The Kansas Forest Service is the 5th oldest state forestry agency in the country, established on March 10, 1887 as the Commissioner of Forestry office. The commissioner was to develop public interest in forestry by encouraging Kansans to plant forest trees. His first duty was to procure the donation of two suitable tracts of land, with his next step the establishment of an experimental forest on each tract of land to promote the science of forestry and encourage people to plant seeds and cuttings that were likely to survive on the plains. While it has been 130 years since this directive commenced, the Kansas Forest Service of today holds true to these objectives of promoting sound forestry practices on the Great Plains. In 1909, the Commissioner of Forestry office was transferred to Kansas State University to assist towns, counties, corporations, and individuals in the planting, protection, and management of timber tracts. This connection to the University allows the agency to support its mission by utilizing this property in pursuit of teaching, applied research, and public education.

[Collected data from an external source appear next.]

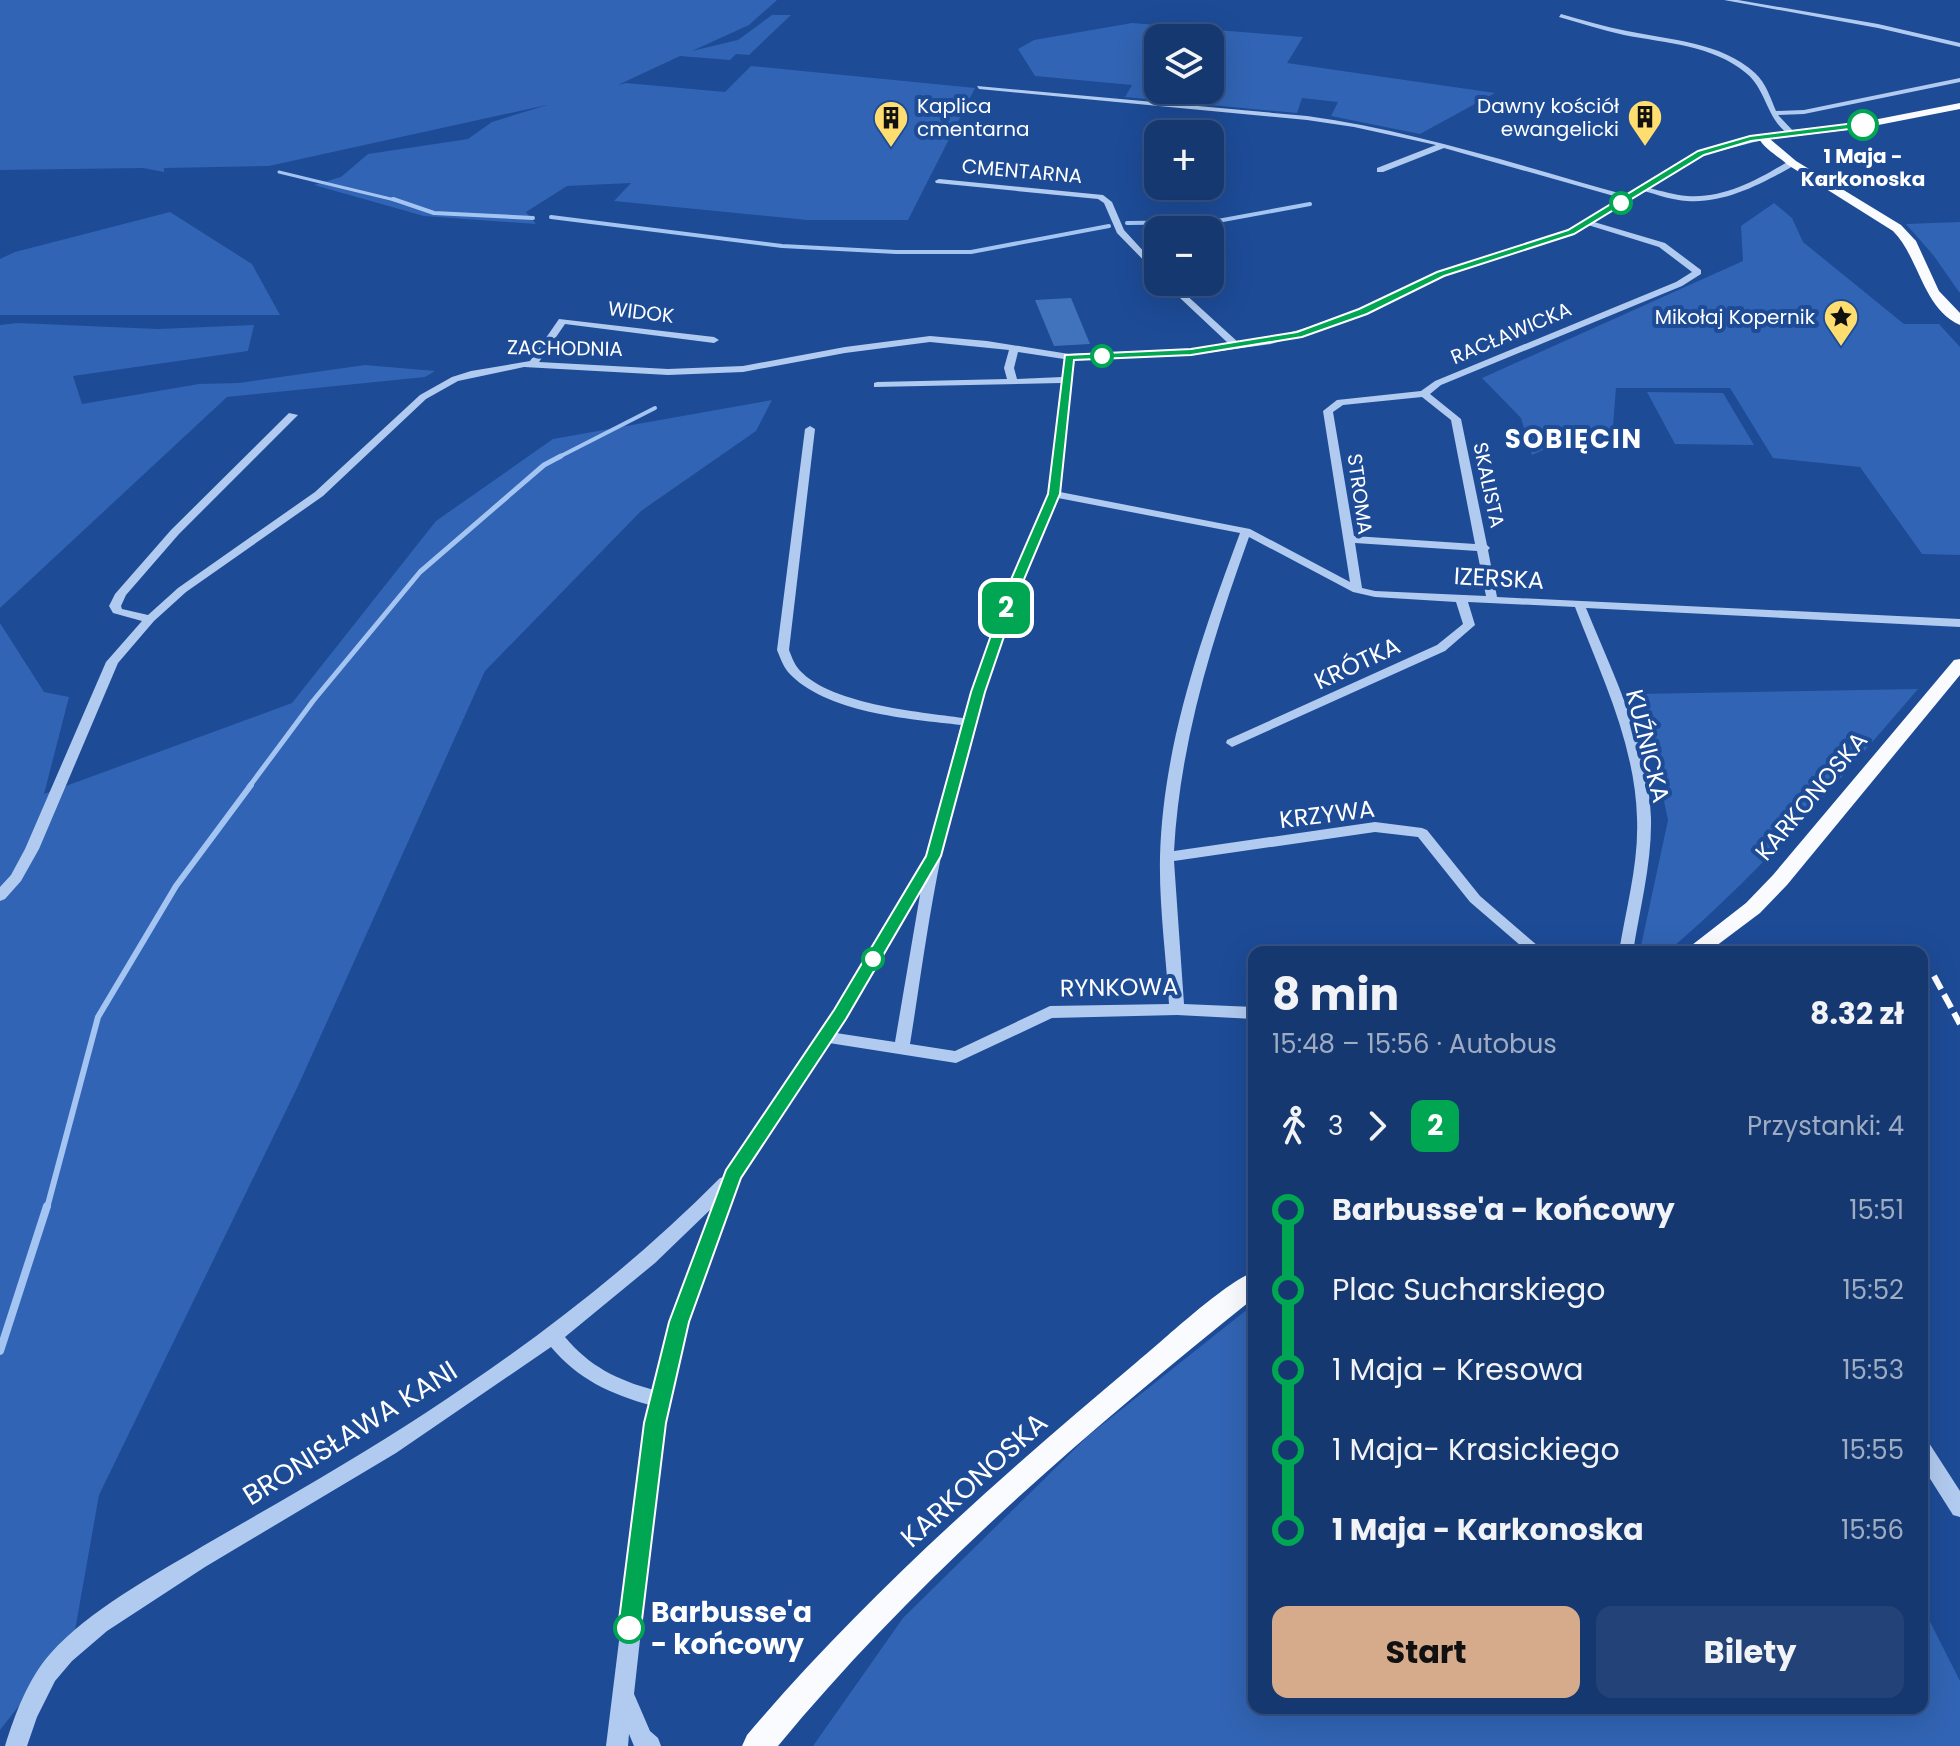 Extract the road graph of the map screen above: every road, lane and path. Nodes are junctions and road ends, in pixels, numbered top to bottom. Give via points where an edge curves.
1 (1727, 0) edge
2 (1561, 16) dead end
3 (1960, 45) edge
4 (1960, 80) edge
5 (979, 87) dead end
6 (1960, 106) edge
7 (1773, 113) junction
8 (1792, 134) junction
9 (1771, 143) junction
10 (1444, 145) junction
11 (1792, 163) junction
12 (1380, 170) dead end
13 (939, 181) dead end
14 (1644, 189) junction
15 (1629, 198) junction
16 (1590, 223) junction
17 (1144, 257) edge
18 (1182, 296) edge
19 (1960, 321) edge
20 (714, 340) dead end
21 (1238, 347) junction
22 (1014, 349) junction
23 (1069, 357) junction
24 (533, 364) junction
25 (1066, 380) junction
26 (1013, 382) junction
27 (877, 385) dead end
28 (1424, 394) junction
29 (1333, 404) joint
30 (293, 415) dead end
31 (810, 429) dead end
32 (1054, 494) junction
33 (1246, 531) junction
34 (1347, 539) junction
35 (1484, 548) junction
36 (1357, 590) junction
37 (1461, 597) junction
38 (1492, 599) junction
39 (1579, 604) junction
40 (150, 619) junction
41 (1960, 623) edge
42 (1960, 664) edge
43 (968, 722) junction
44 (1232, 743) dead end
45 (934, 856) junction
46 (1167, 857) junction
47 (0, 896) edge
48 (1531, 946) edge
49 (1627, 946) edge
50 (1701, 946) edge
51 (1177, 1009) junction
52 (1248, 1013) edge
53 (826, 1037) junction
54 (901, 1050) junction
55 (733, 1176) junction
56 (1248, 1288) edge
57 (552, 1335) junction
58 (661, 1400) junction
59 (1928, 1458) edge
60 (1960, 1508) edge
61 (622, 1694) junction
62 (16, 1746) edge
63 (617, 1746) edge
64 (650, 1746) edge
65 (758, 1746) edge

1 - 3 street
2 - 7 street via 1692,46 1733,63 1760,84
4 - 7 street via 1804,112
5 - 10 street via 1299,115
6 - 8 main road
7 - 8 street
8 - 9 main road
9 - 11 main road
9 - 14 street, ZACHODNIA via 1739,141 1701,153
10 - 12 street
10 - 15 street
11 - 14 street via 1718,195 1690,199
11 - 19 main road via 1897,228 1910,241 1933,292
13 - 17 street, CMENTARNA via 1100,197 1108,202 1120,231
14 - 15 street, ZACHODNIA
15 - 16 street, ZACHODNIA
16 - 21 street, ZACHODNIA via 1441,274 1333,324
16 - 28 street, RACŁAWICKA via 1662,245 1698,272 1438,383
18 - 21 street
20 - 24 street, WIDOK via 562,321
21 - 23 street, ZACHODNIA
22 - 23 street, ZACHODNIA
22 - 24 street, ZACHODNIA via 959,341 903,341 704,372
22 - 26 street via 1009,368
23 - 25 street
24 - 40 street, ZACHODNIA via 474,373 423,397 319,494 182,590
25 - 26 street
25 - 32 street
26 - 27 street
28 - 29 street, RACŁAWICKA
28 - 35 street, SKALISTA via 1456,419
29 - 34 street, STROMA via 1328,411
30 - 40 street via 121,594 117,611
31 - 43 street via 783,650 788,665 805,681 858,703
32 - 33 street, IZERSKA
32 - 43 street via 1015,584
33 - 36 street, IZERSKA
33 - 46 street via 1217,606 1185,721 1171,796
34 - 35 street
34 - 36 street, STROMA
35 - 38 street, SKALISTA
36 - 37 street, IZERSKA
37 - 38 street, IZERSKA
37 - 44 street, KRÓTKA via 1469,625 1441,648
38 - 39 street, IZERSKA
39 - 41 street, IZERSKA
39 - 49 street, KUŹNICKA via 1624,724 1643,794 1645,823
40 - 47 street, ZACHODNIA via 112,662 37,837
42 - 50 main road, KARKONOSKA via 1780,880 1753,908
43 - 45 street
45 - 53 street
45 - 54 street
46 - 48 street, KRZYWA via 1375,827 1422,833 1475,899
46 - 51 street
51 - 52 street, RYNKOWA
51 - 54 street, RYNKOWA via 1050,1012 956,1057
53 - 54 street, RYNKOWA
53 - 55 street
55 - 57 street, BRONISŁAWA KANI via 688,1225 592,1308
55 - 58 street via 679,1322
56 - 65 main road, KARKONOSKA via 1070,1435 888,1601 809,1683
57 - 58 street via 575,1364 612,1388
57 - 62 street, BRONISŁAWA KANI via 387,1448 98,1625 49,1672
58 - 61 street
59 - 60 street
61 - 63 street
61 - 64 street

It was in the late 1930’s that Dr. Donald Duncan planted hundreds of Ponderosa pines as part of an Agriculture Research Service provenance study from seeds that he had collected from all over the pine’s native range. In 1968, the Kansas Forest Service moved from the main campus to that property. Since the late 1970’s, landscaped-sized trees have been planted west of the Kansas Forest Service State Office to honor foresters and staff who have retired or died while in service to the agency. The earliest forester honored began his service to the Kansas Forest Service in 1957 and planting continues today. An inventory of the Honor Grove found eighteen species and cultivars of native and ornamental trees.
The aging Ponderosa pine plantation has been afflicted by needle diseases and damaged by climatic events. The loss of several trees the last several years has prompted the planting of new Ponderosa pines and of other less common and rare species of trees. Many of the new species are not typically found in Great Plains communities or homesteads, so the plantings in the last five years have been designed to test and demonstrate yet more species that could be viable options for establishment in Kansas.